Vacanze col pupone - Atto I

Tornati ieri sera.
due settimane intense anche se apparentemente oziose. non è stato facilissimo star dietro ai progressi del piccolo, tenendo contemporaneamente a bada i nonni paterni. praticamente è stato un periodo di lotta psicologica, e non solo. ma sono stata coccolata, viziata, rifocillata e portata al mare, ed è vero che i nonni stravedono per il nipotino e che è bellissimo vederli affacendarsi per lui.

il pupone è stato al mare, ha preso il sole e fatto i bagni con noi, ha visto la sua bisnonna e pisolato all'ombra in giardino, accarezzato da brezze delicate e cullato da mille cicale.
mi sembra cresciutissimo, anche se la bilancia dei nonni non segnalava aumenti di peso (si può pesare un neonato mettendosi su una comune bilancia digitale con e senza lui in braccio e calcolando la differenza?!). mi sembra allungato, e soprattutto è molto ma molto più vispo, più attento, più curioso e più forte e preciso nei movimenti. in questo momento si sta rotolando sotto la palestrina, che mai è stata più "palestra" di oggi.

il Papà è già tornato al lavoro, lasciando la sottoscritta a casa con un pupone nel pieno delle sue energie mattutine. sto organizzando la partenza per casa mia, ora tocca alla mia famiglia godersi il nano.
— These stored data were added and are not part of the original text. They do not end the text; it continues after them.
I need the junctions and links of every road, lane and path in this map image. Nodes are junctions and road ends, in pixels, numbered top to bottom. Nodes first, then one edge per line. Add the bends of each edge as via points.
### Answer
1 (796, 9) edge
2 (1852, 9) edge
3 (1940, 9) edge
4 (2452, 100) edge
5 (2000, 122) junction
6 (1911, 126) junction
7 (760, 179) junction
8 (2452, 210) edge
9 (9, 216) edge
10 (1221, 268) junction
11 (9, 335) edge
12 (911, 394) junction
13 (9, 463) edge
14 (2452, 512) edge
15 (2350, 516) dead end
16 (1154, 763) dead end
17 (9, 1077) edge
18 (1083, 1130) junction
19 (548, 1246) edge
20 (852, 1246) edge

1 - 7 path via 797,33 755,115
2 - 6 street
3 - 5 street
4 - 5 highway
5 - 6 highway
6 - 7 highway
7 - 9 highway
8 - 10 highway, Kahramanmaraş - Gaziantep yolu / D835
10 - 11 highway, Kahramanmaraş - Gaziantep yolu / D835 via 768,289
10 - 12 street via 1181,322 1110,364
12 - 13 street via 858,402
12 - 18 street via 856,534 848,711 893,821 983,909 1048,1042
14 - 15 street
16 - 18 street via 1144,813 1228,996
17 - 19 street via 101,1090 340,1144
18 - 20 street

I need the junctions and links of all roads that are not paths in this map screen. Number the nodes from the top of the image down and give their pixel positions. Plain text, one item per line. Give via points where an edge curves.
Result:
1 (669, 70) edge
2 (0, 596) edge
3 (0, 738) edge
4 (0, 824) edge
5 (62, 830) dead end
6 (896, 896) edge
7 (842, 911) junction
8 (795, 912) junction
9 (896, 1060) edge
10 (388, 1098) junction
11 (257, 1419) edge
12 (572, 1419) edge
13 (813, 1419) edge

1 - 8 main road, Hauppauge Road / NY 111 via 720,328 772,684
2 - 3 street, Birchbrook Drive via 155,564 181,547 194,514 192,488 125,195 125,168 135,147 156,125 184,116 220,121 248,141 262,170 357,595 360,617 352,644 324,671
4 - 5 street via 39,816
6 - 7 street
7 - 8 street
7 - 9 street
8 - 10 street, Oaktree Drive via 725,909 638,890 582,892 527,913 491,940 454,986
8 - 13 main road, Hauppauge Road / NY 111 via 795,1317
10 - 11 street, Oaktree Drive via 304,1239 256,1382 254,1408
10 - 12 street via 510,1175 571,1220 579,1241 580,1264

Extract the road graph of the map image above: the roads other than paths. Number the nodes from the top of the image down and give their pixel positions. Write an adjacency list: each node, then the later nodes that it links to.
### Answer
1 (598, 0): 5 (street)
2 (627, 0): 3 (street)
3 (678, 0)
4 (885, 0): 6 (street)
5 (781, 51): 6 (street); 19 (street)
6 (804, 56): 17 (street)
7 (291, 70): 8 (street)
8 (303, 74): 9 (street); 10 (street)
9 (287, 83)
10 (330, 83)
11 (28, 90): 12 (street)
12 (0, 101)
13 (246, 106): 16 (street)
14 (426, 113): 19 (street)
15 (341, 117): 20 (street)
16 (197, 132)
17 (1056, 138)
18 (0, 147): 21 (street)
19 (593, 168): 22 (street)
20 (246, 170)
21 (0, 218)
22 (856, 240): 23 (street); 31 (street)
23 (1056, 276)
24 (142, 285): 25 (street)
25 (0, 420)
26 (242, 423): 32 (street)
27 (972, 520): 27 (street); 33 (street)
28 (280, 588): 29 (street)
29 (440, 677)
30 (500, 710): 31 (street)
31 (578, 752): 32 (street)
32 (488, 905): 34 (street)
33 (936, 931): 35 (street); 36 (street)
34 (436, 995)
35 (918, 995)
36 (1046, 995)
Roma è meno afosa di come l'avevo lasciata, ma è pur sempre Roma, quindi asfalto, quindi niente mare, quindi comunque caldo.
e poi ho voglia di stare un po' coi miei, e di vedere gli amici. il Papà non sappiamo ancora se ci raggiungerà, ma lui quando si tratta di venire a casa mia è sempre assai misterioso sulle sue intenzioni...

sto faticando un po' a raccapezzarmi, dopo due settimane di mare e circondata da parenti volenterosi. speriamo bene...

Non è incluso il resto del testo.